GPU affinity and Vulkan

cancel
Showing results for 
Show  only  | Search instead for 
Did you mean: 

GPU affinity and Vulkan

2,382 Views
lavusedu
Contributor II

Hi,

I'm experimenting with imx8qmmek board and I'm running into issues with GPU affinity support with Vulkan.

In OpenCL I can use the VIV_MGPU_AFFINITY environment variable to choose either or both the chips to execute my compute workload - this has measurable difference in performance and power consumption so I am confident it is working.

However, executing an equivalent compute workload through Vulkan I see the performance equivalent to that of OpenCL with affinity set only on one chip. The environment variable does not seem to affect the computation at all. I also cannot see the devices separately in Vulkan, neither as physical devices, nor through the vkEnumeratePhysicalDeviceGroupsKHR extension function which is supported in the drivers.

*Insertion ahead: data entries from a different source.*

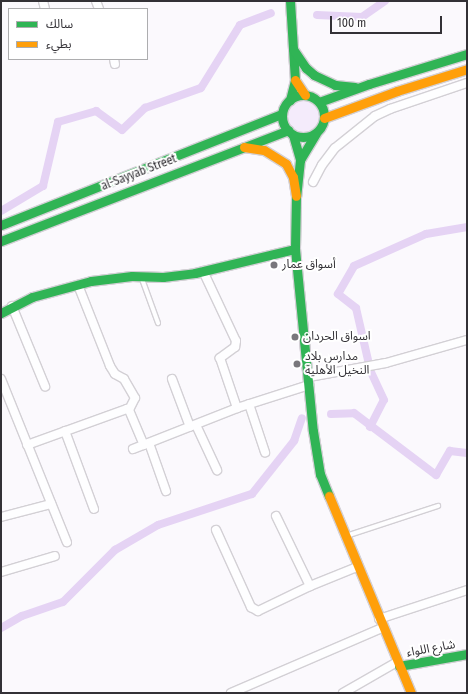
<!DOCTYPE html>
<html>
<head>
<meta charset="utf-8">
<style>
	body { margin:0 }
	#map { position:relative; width:468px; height:694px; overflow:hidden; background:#fbf9fd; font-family:"Fira Sans Condensed","Noto Sans Arabic",sans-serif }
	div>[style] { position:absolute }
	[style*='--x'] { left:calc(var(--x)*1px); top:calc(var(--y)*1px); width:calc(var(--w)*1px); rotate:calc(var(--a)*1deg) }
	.green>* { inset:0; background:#f4ebfb }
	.round { border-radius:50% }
	.canal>* { height:8px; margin:-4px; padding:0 4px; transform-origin:4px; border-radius:4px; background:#e5d3f4 }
	.roads { filter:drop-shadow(1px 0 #d3d0d5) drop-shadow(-1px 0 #d3d0d5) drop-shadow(0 1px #d3d0d5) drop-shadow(0 -1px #d3d0d5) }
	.lane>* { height:4px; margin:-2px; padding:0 2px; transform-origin:2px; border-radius:2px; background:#fefeff }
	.street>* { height:8px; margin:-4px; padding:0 4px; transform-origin:4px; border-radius:4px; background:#fefeff }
	.fast>* { height:9px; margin:-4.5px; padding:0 4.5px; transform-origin:4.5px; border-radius:4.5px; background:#30b455 }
	.fast>.ring { margin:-4.5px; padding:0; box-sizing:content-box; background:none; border:9px solid #30b455; border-radius:50% }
	.slow>* { height:9px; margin:-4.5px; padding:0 4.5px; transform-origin:4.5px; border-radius:4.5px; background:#ff9f0a }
	.dots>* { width:11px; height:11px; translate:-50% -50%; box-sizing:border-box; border:2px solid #fff; border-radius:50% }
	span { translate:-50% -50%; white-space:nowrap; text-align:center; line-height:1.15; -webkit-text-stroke:4px #fff; paint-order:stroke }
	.street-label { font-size:12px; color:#333136 }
	.poi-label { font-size:12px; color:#333136 }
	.left { translate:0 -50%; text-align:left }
	.frame { position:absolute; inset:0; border:2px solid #333136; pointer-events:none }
	.legend { position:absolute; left:8px; top:8px; width:140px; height:52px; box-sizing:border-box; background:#fff; border:1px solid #adadaf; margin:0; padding:5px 7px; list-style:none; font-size:12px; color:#333136 }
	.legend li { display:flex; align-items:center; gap:8px; height:20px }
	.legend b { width:20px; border:1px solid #adadaf }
	.scale { position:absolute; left:330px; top:16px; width:112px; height:18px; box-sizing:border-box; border:2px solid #333136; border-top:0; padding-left:5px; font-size:12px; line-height:14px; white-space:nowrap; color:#333136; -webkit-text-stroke:3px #fff; paint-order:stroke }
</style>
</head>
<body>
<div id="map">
	<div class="green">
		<i class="round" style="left:287px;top:99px;width:34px;height:34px"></i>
	</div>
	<div class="canal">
		<i style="--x:317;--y:15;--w:45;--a:2.5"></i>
		<i style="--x:362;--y:17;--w:28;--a:-35"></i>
		<i style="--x:1;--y:211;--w:49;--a:-30.8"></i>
		<i style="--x:43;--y:186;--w:66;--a:-76.8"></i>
		<i style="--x:58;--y:122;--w:40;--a:-16"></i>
		<i style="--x:96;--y:111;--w:32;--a:36"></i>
		<i style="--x:122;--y:130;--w:32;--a:-44"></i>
		<i style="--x:145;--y:108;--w:59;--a:-19.7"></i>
		<i style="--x:201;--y:88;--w:74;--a:-58.2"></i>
		<i style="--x:240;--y:25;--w:33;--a:-21"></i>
		<i style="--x:368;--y:360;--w:53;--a:-103"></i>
		<i style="--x:356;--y:308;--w:23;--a:-142"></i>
		<i style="--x:338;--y:294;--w:32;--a:-60"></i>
		<i style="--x:354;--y:266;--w:79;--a:-24"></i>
		<i style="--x:426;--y:234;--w:42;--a:-9.7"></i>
		<i style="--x:331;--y:414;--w:23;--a:-2"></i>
		<i style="--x:354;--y:413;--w:103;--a:37.1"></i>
		<i style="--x:436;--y:475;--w:28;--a:-60"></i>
		<i style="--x:450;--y:451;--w:17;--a:7"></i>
		<i style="--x:370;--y:427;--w:30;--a:-63"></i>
		<i style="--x:384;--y:400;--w:31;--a:-115"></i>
		<i style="--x:1;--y:628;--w:24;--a:-30"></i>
		<i style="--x:22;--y:616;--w:43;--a:-18.9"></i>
		<i style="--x:63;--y:602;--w:74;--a:-45"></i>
		<i style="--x:115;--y:550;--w:50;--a:-30.2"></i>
		<i style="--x:158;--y:525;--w:99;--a:-18.3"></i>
		<i style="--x:252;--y:494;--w:68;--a:-51.6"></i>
		<i style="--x:294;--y:441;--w:24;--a:-71"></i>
	</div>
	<div class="roads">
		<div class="lane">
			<i style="--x:142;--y:279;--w:47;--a:70"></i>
			<i style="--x:346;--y:536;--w:97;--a:-18.1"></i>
		</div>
		<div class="street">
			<i style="--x:43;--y:1;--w:8;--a:76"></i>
			<i style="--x:96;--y:1;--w:9;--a:69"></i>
			<i style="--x:114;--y:59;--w:5;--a:79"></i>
			<i style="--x:313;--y:182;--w:19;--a:-62"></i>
			<i style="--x:322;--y:165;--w:21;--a:-53"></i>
			<i style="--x:335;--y:148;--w:51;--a:-38.7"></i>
			<i style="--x:375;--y:116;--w:17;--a:-25"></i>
			<i style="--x:390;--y:109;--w:81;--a:-18.7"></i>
			<i style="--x:203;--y:271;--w:77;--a:64.8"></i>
			<i style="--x:236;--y:341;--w:6;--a:99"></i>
			<i style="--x:235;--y:347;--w:19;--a:144"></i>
			<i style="--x:220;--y:358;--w:53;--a:71.2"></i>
			<i style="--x:78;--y:285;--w:87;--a:68.4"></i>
			<i style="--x:110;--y:366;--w:9;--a:58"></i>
			<i style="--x:115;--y:374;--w:10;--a:29"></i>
			<i style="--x:124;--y:379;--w:22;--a:60"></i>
			<i style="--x:135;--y:398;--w:13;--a:117"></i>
			<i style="--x:12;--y:306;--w:87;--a:67.6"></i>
			<i style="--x:309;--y:377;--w:78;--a:-10.3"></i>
			<i style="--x:386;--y:363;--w:84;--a:-15.9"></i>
			<i style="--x:1;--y:379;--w:176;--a:68"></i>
			<i style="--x:172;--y:379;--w:51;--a:69.4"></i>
			<i style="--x:249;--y:404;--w:51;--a:71.6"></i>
			<i style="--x:196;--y:425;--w:50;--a:65"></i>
			<i style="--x:65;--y:431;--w:83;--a:69.6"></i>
			<i style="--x:149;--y:443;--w:51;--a:70.5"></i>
			<i style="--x:27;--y:445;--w:106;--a:-19.8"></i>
			<i style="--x:127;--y:409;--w:2;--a:27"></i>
			<i style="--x:129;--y:410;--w:38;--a:67"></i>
			<i style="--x:133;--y:449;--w:112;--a:-21.5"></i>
			<i style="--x:237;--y:408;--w:76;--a:-17.7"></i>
			<i style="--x:276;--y:516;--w:78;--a:64.1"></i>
			<i style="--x:1;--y:517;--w:52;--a:-14.6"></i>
			<i style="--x:216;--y:530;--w:85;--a:65.6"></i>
			<i style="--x:251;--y:607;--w:8;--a:30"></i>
			<i style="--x:258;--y:611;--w:58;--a:-25.7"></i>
			<i style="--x:310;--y:586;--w:51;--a:-22"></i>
			<i style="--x:1;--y:572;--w:56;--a:-16.5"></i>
			<i style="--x:379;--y:619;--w:93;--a:-18.2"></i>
			<i style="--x:231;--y:693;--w:164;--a:-23.3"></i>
			<i style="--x:343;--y:693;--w:62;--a:-29.9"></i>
		</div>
		<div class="fast">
			<i style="--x:290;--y:1;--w:79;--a:86.4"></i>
			<i style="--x:295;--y:80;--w:21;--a:104"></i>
			<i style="--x:293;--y:49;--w:23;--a:56"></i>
			<i style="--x:306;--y:68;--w:11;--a:41"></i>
			<i style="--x:314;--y:75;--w:23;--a:25"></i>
			<i style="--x:335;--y:85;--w:20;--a:6"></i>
			<i class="ring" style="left:282px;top:95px;width:33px;height:33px"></i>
			<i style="--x:319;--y:102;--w:53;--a:-19.8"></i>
			<i style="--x:369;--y:84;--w:102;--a:-17"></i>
			<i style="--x:293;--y:135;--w:26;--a:74"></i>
			<i style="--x:300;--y:160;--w:36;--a:96"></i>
			<i style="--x:296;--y:196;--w:53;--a:91.1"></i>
			<i style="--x:295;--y:249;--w:183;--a:84.4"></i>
			<i style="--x:313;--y:431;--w:44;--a:80.8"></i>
			<i style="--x:320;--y:474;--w:24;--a:68"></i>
			<i style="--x:300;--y:160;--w:31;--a:-59"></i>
			<i style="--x:1;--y:225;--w:302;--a:-21.6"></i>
			<i style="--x:1;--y:241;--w:308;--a:-21.1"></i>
			<i style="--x:1;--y:313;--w:35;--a:-27"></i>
			<i style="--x:32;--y:297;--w:61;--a:-15.2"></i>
			<i style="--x:91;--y:281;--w:41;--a:-7"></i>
			<i style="--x:132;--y:276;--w:31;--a:2"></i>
			<i style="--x:163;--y:277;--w:32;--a:-7"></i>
			<i style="--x:195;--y:273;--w:103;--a:-13.5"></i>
			<i style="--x:399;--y:666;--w:69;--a:-10"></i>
		</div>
		<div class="slow">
			<i style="--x:295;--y:80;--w:18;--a:56"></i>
			<i style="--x:324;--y:118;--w:78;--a:-20.3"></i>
			<i style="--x:397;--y:91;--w:73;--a:-17.4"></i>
			<i style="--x:244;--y:147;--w:20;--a:9"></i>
			<i style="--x:264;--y:150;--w:26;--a:32"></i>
			<i style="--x:286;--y:164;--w:15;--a:62"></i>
			<i style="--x:293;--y:177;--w:19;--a:81"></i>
			<i style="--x:329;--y:496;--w:213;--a:67.4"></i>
		</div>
	</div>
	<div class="dots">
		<i style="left:274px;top:265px;background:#79777c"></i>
		<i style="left:295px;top:337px;background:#79777c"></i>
		<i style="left:297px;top:364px;background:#79777c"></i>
	</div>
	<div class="street-label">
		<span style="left:139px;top:173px;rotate:-21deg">al-Sayyab Street</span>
		<span style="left:431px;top:649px;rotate:-10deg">شارع اللواء</span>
	</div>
	<div class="poi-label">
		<span class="left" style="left:282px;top:265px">أسواق عمار</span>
		<span class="left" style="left:303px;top:337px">اسواق الحردان</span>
		<span class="left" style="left:305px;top:364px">مدارس بلاد<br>النخيل الأهلية</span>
	</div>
	<div class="frame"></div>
	<ul class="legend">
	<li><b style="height:5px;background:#30b455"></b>سالك</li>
	<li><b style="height:5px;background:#ff9f0a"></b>بطيء</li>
	</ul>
	<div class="scale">100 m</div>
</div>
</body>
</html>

I tested this on imx-5.10.72-2.2.0 and imx-5.15.32-2.0.0 yocto builds, neither of them seems to allow me to use both chips at once in Vulkan. Is there something I'm missing to allow me to execute a compute workload in Vulkan on both chips same as in OpenCL?

0 Kudos
Reply
7 Replies

2,374 Views
Bio_TICFSL
NXP TechSupport
NXP TechSupport

Hello lavusedu,

I looked into the combine or independent mode setting for vulkan,  I got:

option->affinityMode = __VK_MGPU_AFFINITY_COMBINE;

option->affinityCoreID = 0

 

gcoOS_GetEnv(gcvNULL, "VIV_MGPU_AFFINITY", &affinity);

    if (affinity)

    {

        gctSIZE_T length;

        gcoOS_StrLen(affinity, &length);

        if (length >= 1)

        {

            if (affinity[0] == '0')

            {

                option->affinityMode = __VK_MGPU_AFFINITY_COMBINE;

            }

            else if ((affinity[0] == '1') && (affinity[1] == ':'))

            {

                if ((affinity[2] != '0') || (affinity[2] != '1'))

                {

                    option->affinityMode = __VK_MGPU_AFFINITY_INDEPENDENT;

                    option->affinityCoreID = affinity[2] - '0';

                }

            }

        }

    }

 

I feel the code has a bug,  in line if ((affinity[2] != '0') || (affinity[2] != '1')),  I think it should be

if ((affinity[2] == '0') || (affinity[2] == '1'))

 

It seems to me that the above code will always set gpu to be combined mode if following the variable setup in the graphics manual.

 

Can you try export 

export VIV_MGPU_AFFINITY=1:2,  

to see if you have the application running only on gpu 1?

 

In the mean time, The developers will work on this issue.

 

Regards

0 Kudos
Reply

2,371 Views
lavusedu
Contributor II

Hello,

thank you for your answer.

Unfortunately setting the environment variable to higher numbers (e.g. VIV_MGPU_AFFINITY=1:2) causes both OpenCL and Vulkan to segfault. In addition, in Vulkan this causes the kernel to report an internal error in logs with a call trace:

Call trace:
gckKERNEL_Dispatch+0x57c/0x13f0
gckDEVICE_Dispatch+0x84/0x1d0
drv_ioctl+0x2b8/0x460
__arm64_sys_ioctl+0xac/0xf0
invoke_syscall+0x48/0x114
el0_svc_common.constprop.0+0xd4/0xfc
do_el0_svc+0x2c/0x94
el0_svc+0x28/0x80
el0t_64_sync_handler+0xa8/0x130
el0t_64_sync+0x1a0/0x1a4

0 Kudos
Reply

2,364 Views
Bio_TICFSL
NXP TechSupport
NXP TechSupport

I changed the code and rebuilt vulkan library for you to try.  Can you try the attached vulkan lib?  It is based on 5.10.72.2.2.0.

Regards

0 Kudos
Reply

2,359 Views
lavusedu
Contributor II

I tried using the library you sent by replacing the path in `/etc/vulkan/icd.d/`. In my benchmark even with this library the problem was still persistent - the GPU took the same amount of time to complete the benchmark with all three `VIV_MGPU_AFFINITY=0`, `VIV_MGPU_AFFINITY=1:0` and `VIV_MGPU_AFFINITY=1:1`.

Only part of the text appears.